Does anyone else remember this? I'd get to P.E. class in elementary school and the coach would ruin the entire day (and the ones after) by announcing that--get excited!--it was physical fitness test week! I would try to forget about this annual event all year and then one day it was sprung on me, out of nowhere, typically when I was feeling like everything was going so well, and them BAM!

I didn't know much about the tests, just that they were mandatory and that kids allllll around the country were doing them, our coach said, as if that was supposed to make me feel better. These tests were devised by the President, I assumed, as the official title of this week-of-fun was "The President's Challenge," and consisted of the following: having someone hold down your feet while you struggled to do as many sit-ups as possible in 60 seconds, running the mile, doing pull-ups (or the coach would lift you up to the monkey bars and you would just hang there holding your chin above the bars for as long as possible if you were like me and couldn't actually do a pull-up). I can't remember if there were any more tests, I must have blocked them out.

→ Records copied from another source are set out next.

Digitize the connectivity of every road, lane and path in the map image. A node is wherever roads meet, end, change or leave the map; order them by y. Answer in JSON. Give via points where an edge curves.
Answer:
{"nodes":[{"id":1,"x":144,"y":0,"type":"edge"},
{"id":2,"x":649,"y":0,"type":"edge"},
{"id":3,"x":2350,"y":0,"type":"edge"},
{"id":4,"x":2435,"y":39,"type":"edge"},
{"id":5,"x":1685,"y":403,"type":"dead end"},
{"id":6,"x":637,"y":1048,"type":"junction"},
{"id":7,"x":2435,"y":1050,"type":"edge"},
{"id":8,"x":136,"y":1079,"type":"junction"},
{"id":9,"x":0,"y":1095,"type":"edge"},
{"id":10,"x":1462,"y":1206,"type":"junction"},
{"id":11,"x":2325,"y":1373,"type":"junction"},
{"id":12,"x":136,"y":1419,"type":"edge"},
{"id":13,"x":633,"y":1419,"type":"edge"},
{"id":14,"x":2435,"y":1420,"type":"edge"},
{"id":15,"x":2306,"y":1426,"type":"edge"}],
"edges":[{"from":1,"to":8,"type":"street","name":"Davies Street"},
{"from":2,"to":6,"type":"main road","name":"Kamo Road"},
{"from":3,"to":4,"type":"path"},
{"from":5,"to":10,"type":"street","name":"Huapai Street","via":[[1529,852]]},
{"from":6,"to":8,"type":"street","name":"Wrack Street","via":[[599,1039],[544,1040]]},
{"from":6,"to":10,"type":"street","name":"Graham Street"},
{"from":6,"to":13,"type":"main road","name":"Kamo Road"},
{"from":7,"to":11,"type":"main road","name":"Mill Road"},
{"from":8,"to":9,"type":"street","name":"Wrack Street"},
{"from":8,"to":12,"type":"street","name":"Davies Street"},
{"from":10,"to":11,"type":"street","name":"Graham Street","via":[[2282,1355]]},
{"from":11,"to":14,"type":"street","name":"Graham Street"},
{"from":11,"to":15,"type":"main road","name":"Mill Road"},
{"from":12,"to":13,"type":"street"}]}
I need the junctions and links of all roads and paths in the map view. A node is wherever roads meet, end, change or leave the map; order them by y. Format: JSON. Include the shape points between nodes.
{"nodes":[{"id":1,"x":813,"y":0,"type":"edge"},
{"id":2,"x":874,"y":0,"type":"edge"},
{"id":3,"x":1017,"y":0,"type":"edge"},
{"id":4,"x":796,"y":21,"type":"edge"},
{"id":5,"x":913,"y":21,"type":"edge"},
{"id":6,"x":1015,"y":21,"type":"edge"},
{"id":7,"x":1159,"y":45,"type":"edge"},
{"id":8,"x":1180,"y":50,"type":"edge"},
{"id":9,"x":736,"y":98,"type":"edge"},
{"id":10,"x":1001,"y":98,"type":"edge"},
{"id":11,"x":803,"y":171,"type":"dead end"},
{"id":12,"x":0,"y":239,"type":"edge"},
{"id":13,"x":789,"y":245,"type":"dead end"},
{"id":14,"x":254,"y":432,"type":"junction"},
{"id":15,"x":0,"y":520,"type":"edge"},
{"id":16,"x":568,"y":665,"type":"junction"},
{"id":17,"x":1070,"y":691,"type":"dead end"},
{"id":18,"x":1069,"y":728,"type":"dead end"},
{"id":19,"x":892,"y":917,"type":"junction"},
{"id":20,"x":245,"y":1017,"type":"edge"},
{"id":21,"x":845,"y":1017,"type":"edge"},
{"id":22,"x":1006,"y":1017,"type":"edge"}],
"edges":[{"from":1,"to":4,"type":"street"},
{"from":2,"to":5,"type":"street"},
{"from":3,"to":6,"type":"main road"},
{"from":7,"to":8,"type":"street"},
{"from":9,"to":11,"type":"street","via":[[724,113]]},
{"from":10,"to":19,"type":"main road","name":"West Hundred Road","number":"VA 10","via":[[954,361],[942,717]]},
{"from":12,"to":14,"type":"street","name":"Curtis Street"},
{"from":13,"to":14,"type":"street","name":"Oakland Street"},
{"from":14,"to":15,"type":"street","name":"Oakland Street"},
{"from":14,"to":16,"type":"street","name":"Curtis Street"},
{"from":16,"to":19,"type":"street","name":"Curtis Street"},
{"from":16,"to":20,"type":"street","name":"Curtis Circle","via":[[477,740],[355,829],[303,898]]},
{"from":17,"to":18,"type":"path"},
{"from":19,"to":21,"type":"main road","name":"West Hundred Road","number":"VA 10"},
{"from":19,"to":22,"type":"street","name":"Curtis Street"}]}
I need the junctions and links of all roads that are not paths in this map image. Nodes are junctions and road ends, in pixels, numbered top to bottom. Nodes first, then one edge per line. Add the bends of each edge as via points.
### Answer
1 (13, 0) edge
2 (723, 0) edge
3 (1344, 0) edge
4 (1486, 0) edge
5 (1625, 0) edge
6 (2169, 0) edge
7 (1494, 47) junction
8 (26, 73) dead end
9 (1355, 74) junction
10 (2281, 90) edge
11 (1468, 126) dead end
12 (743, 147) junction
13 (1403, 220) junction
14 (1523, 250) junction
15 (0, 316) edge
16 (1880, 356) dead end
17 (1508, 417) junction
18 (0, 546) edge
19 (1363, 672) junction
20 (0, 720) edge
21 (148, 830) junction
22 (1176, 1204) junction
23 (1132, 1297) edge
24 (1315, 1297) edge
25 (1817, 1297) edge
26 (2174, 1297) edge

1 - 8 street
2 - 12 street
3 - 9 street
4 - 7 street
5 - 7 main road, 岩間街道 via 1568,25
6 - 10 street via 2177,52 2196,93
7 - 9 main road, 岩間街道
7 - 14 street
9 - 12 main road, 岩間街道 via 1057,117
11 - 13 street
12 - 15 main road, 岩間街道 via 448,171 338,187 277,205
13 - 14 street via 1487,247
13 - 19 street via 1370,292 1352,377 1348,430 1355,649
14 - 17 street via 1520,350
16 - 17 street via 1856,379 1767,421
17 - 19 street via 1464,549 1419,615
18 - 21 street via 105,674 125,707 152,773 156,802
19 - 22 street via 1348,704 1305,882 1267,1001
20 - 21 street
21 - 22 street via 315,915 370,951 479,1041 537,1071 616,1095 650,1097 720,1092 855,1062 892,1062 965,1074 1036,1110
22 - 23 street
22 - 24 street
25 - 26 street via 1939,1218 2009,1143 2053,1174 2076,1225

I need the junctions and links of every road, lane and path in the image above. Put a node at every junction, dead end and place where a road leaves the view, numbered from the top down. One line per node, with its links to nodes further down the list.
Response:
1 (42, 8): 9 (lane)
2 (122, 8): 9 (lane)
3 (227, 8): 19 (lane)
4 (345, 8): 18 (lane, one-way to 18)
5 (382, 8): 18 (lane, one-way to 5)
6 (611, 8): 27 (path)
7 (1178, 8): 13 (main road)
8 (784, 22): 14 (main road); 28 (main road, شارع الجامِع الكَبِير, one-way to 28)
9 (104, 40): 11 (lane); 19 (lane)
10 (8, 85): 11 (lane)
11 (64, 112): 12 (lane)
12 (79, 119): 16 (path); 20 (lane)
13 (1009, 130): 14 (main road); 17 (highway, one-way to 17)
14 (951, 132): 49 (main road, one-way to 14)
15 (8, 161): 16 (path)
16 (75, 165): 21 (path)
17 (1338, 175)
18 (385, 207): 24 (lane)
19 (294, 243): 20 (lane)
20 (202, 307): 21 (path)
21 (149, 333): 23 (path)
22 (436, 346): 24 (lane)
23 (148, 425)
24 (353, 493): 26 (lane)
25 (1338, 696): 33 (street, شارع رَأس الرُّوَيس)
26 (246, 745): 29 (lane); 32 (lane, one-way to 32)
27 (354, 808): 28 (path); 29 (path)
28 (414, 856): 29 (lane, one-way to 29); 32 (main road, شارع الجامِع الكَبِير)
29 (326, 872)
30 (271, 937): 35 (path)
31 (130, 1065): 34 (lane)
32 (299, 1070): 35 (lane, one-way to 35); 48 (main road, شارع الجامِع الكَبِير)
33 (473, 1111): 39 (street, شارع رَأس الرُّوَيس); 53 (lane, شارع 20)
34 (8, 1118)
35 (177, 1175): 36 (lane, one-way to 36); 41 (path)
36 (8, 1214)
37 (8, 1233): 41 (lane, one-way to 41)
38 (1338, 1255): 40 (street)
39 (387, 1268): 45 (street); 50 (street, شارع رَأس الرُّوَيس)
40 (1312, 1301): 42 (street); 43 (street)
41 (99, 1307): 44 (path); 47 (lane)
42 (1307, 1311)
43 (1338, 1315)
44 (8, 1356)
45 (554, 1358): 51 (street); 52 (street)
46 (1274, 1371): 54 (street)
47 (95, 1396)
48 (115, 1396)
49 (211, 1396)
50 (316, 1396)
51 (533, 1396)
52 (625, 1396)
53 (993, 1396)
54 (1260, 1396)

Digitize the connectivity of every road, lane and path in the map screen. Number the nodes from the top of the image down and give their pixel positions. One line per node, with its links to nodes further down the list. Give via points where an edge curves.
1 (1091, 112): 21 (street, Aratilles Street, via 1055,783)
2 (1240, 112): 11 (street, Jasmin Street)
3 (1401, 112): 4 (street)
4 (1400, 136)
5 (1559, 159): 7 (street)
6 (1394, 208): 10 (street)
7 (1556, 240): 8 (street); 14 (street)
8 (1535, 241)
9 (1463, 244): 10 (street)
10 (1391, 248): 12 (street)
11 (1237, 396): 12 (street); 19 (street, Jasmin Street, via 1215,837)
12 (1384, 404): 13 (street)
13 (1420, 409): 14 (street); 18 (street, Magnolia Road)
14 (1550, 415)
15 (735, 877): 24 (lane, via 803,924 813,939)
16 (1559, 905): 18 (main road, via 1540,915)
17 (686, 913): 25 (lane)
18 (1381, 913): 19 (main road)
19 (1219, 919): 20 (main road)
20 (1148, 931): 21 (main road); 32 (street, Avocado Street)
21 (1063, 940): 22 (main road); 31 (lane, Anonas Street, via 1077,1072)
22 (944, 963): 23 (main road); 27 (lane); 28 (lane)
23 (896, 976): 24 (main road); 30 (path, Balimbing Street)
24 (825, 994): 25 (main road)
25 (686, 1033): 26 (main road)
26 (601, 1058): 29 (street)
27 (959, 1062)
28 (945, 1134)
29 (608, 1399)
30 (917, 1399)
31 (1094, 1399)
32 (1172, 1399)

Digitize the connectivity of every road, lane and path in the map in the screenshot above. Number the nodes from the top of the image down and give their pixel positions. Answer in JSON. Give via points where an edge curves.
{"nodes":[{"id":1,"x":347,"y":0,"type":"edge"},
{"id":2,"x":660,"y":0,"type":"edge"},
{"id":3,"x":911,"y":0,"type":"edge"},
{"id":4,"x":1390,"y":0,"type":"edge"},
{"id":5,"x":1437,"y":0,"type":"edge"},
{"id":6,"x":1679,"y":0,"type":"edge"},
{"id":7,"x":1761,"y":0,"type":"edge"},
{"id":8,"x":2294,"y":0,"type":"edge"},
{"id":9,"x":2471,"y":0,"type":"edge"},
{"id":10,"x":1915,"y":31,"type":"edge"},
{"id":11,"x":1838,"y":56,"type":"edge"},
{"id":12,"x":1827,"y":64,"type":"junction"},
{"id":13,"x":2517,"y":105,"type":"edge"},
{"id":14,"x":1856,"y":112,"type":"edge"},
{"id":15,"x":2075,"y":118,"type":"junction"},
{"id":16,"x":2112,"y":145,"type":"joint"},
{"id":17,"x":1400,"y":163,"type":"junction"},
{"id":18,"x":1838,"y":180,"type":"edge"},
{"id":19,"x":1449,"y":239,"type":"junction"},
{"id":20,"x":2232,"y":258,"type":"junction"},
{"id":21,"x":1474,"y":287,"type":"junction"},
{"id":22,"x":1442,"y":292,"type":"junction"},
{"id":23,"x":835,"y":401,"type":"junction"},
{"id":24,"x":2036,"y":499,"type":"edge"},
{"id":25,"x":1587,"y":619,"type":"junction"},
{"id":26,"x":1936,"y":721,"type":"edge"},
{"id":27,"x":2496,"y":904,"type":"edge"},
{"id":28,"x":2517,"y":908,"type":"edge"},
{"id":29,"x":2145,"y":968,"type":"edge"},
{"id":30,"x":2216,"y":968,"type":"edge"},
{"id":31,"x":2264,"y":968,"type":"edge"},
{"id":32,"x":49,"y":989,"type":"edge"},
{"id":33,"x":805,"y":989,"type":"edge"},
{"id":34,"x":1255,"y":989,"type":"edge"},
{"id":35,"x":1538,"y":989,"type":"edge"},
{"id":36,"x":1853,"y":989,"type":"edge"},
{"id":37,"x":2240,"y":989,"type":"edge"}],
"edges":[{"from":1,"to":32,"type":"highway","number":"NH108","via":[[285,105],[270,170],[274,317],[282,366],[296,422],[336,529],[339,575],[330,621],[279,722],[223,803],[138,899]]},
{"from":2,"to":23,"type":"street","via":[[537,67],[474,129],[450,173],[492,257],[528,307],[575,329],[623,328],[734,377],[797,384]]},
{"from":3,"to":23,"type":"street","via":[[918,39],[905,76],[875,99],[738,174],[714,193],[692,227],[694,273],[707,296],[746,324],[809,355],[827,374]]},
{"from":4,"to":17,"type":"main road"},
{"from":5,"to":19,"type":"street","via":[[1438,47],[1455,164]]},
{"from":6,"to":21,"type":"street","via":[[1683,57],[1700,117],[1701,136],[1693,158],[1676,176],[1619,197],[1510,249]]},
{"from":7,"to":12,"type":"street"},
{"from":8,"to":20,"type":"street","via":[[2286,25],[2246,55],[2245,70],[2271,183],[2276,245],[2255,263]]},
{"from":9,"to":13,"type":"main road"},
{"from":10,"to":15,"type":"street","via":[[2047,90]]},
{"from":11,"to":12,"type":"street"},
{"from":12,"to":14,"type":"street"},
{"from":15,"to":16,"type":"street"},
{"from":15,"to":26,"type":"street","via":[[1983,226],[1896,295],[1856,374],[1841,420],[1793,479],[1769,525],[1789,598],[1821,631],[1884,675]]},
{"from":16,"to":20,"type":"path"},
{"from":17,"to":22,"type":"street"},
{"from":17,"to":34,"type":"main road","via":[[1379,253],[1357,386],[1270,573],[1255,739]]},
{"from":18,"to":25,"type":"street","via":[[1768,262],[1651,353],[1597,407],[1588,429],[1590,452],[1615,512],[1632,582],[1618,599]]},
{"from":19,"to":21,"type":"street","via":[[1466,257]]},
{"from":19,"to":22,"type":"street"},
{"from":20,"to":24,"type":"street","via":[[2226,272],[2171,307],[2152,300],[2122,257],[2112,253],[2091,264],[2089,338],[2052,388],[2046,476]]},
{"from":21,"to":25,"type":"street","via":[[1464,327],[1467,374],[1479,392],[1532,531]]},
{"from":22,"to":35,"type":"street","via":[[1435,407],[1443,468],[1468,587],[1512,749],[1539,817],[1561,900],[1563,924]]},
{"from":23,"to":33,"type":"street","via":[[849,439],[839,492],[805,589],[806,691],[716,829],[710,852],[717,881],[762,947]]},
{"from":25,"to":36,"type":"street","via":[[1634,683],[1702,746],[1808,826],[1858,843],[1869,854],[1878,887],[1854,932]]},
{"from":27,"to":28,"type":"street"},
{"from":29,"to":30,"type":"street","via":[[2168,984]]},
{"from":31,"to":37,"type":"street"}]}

All I know is that I never got the point of any of this. Some of my classmates did. I remember Lauren speeding through sit-ups, doing 63 one year while I had only attempted 25 (and only 20 "counted" my coach said because I didn't get all the way up on some of them. Thanks.). Donald's mile was 6.5 minutes, while I trudged to the finish line in 14, huffing and puffing with Jenn or Ciji or Alana, our cheeks red, our legs exhausted.

It wasn't like I was out of shape. I did ballet four times a week. I ran around outside. I swam. But I could not perform these tests to save my life. While the seasoned elementary school athletes got mini-trophies and fancy blue ribbons for their performances, all I got was a red "participation" patch with an eagle on it. I stuck these in a drawer somewhere.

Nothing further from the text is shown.